Categories: Hydro PowerNews

Perth Company Seeks $4m for New Wave Energy Technology

Perth-based renewable energy company Bombora Wave Power Australia has launched its first round of capital raising, to help fund the next phase of development of its award winning wave energy technology.

The company, run by WA brothers Shawn and Glen Ryan, is hoping to raise $4 million towards the next two years of development of its home-grown Wave Energy Converter (WEC) technology, which has so far been tank tested and cleared for technology readiness.

The WEC technology uses a unique ramp-like feature to capture both heave and surge motions within a wave to extract more of its energy. The (patent pending) design impedes the wave’s forward motion, forcing it to rise higher, accentuating the forces acting on the power capture elements of the device. It also restricts flow back over the structure during a wave trough, lowering the wave depth and emphasising the effective height variation of the wave as it passes.

On its website, Bombora says the design works “much like a series of foot pumps,” by pressurising air into a common manifold system to a drive turbine and generator.

As the wave passes over the device, it impresses upon a light-weight, flexible membrane system to create a sequence of positive system pressures in areas under the wave peak and negative system pressures in areas below the wave trough.

Each unit is planned to be rated at 1.5MWe – a similar scale to the average current onshore wind turbine. However, the device is almost 80m wide across the back.

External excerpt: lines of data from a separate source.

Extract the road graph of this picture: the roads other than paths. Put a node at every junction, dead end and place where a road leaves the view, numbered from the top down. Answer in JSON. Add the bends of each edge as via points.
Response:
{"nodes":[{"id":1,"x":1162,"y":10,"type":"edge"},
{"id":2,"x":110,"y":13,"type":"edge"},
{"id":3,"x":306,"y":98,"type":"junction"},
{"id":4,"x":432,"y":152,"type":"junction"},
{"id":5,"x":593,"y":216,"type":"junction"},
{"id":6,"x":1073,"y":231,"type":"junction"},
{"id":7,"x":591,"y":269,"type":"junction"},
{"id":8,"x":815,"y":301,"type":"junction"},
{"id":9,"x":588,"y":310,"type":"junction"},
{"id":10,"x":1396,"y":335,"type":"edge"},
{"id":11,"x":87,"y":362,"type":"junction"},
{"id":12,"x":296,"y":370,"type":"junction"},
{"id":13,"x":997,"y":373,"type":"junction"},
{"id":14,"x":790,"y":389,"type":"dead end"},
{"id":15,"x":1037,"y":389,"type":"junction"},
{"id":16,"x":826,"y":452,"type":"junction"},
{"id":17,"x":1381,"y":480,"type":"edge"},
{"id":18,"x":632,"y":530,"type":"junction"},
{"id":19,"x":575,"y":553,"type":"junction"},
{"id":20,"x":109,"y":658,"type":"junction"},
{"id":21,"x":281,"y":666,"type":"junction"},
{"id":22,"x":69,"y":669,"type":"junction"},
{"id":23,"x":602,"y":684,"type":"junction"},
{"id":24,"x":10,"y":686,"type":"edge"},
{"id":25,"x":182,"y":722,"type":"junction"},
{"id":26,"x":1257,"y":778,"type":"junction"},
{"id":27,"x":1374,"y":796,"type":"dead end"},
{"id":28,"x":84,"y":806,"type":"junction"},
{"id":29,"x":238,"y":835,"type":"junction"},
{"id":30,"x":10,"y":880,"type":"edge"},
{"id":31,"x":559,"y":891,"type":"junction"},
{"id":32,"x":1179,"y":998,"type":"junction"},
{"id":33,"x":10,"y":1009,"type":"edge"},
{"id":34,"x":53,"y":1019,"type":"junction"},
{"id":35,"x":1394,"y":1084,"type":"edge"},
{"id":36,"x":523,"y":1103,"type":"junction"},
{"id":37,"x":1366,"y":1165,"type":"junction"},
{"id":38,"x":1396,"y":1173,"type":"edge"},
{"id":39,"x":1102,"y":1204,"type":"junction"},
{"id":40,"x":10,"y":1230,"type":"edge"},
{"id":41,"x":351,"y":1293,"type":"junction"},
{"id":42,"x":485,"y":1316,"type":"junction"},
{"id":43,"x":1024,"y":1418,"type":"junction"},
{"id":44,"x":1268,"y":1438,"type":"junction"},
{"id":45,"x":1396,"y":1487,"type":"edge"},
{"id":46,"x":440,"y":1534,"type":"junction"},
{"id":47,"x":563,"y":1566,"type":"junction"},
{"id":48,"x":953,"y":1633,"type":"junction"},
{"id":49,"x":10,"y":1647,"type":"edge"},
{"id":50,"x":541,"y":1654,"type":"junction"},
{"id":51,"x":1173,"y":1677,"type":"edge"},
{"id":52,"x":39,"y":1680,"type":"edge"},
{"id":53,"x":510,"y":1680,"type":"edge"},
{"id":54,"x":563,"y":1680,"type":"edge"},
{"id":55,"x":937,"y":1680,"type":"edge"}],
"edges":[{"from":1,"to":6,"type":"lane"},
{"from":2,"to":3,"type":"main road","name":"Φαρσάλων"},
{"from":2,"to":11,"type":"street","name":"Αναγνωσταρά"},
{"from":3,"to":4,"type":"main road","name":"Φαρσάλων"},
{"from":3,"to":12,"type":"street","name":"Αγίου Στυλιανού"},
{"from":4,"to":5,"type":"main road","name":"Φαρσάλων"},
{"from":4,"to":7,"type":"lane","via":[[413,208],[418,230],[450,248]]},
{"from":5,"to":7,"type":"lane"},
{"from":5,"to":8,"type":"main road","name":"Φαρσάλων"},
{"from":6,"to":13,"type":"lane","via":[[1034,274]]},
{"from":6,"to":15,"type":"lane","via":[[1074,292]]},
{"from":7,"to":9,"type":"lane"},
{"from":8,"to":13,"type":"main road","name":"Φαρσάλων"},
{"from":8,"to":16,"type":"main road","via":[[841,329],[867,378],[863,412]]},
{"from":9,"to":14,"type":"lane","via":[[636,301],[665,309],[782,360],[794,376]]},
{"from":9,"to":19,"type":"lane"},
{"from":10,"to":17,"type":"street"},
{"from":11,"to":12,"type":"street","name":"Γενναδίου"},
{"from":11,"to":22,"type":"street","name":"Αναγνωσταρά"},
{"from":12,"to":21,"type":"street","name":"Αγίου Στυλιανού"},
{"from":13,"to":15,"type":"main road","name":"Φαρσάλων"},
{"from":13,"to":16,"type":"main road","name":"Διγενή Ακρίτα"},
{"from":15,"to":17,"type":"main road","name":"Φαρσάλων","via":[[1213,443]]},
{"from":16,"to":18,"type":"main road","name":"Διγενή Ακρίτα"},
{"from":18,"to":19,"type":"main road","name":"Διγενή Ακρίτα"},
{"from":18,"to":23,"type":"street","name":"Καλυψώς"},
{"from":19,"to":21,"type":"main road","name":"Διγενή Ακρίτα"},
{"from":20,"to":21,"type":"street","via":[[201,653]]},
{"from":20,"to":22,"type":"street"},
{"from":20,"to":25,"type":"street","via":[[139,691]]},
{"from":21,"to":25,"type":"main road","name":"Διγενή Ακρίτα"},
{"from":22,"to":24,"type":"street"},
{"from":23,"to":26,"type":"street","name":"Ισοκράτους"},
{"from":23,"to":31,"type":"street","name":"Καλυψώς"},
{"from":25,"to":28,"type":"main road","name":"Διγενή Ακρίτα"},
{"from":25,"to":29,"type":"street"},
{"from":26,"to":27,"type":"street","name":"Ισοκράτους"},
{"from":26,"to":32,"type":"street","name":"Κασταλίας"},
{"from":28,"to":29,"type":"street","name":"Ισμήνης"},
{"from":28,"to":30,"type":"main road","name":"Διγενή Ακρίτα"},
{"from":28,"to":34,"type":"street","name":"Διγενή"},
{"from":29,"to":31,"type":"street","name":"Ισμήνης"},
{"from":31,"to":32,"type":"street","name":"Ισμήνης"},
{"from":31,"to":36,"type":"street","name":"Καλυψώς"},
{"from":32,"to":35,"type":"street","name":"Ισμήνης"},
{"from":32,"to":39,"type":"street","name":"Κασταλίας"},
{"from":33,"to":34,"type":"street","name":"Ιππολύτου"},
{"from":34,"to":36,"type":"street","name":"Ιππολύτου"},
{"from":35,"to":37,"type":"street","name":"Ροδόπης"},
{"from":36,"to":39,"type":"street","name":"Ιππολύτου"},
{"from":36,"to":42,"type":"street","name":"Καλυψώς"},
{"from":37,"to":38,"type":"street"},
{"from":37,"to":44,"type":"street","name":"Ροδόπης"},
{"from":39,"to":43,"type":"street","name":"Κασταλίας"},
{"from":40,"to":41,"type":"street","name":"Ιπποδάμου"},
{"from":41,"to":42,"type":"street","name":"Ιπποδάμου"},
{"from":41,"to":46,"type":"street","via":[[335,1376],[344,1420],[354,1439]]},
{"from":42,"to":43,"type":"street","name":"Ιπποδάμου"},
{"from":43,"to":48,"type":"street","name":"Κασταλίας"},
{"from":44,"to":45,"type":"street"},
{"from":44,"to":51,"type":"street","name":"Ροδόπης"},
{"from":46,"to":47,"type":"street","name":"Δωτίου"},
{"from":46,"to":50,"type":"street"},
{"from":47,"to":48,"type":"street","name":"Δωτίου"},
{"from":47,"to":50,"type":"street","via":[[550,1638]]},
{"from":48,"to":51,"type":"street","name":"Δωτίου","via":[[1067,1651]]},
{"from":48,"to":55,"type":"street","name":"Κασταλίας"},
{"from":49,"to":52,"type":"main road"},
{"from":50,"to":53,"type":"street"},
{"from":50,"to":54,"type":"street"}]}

Bombora says its wave power technology – which won an innovation award in this year’s GE Ecomagination competition, and was a semi finalist in the 2013 Australian CleanTech competition – will aim to be cost competitive with onshore wind, too, once it reaches technological maturity.

The capital raising may be considered to be ill-timed, given the election of a federal Coalition government not renowned for its

support of renewable energy (but, one has to say, likely energy minister Ian Macfarlane has expressed admiration for wave energy, although the Coalition did scrap its planned support for geothermal and tidal towns last week).

Still, the so-far self-funded company is hoping to attract “sophisticated and professional investors” with “patient capital,” as well as investor advocates to help the company push its policy agenda and increase its international exposure. The minimum investment is $100k and then in $50k increments thereafter. The $4 million raising will represent a 40 per cent stake.

Funds raised will go towards further technical work and scaled prototype deployments, feasibility work (commercial demonstrator site studies & commercial matters), and then the construction of the first full-scale 1.5MW commercial demonstrator.

Bombora’s current plan is to do all this locally, in Perth, while also assessing other international development site opportunities.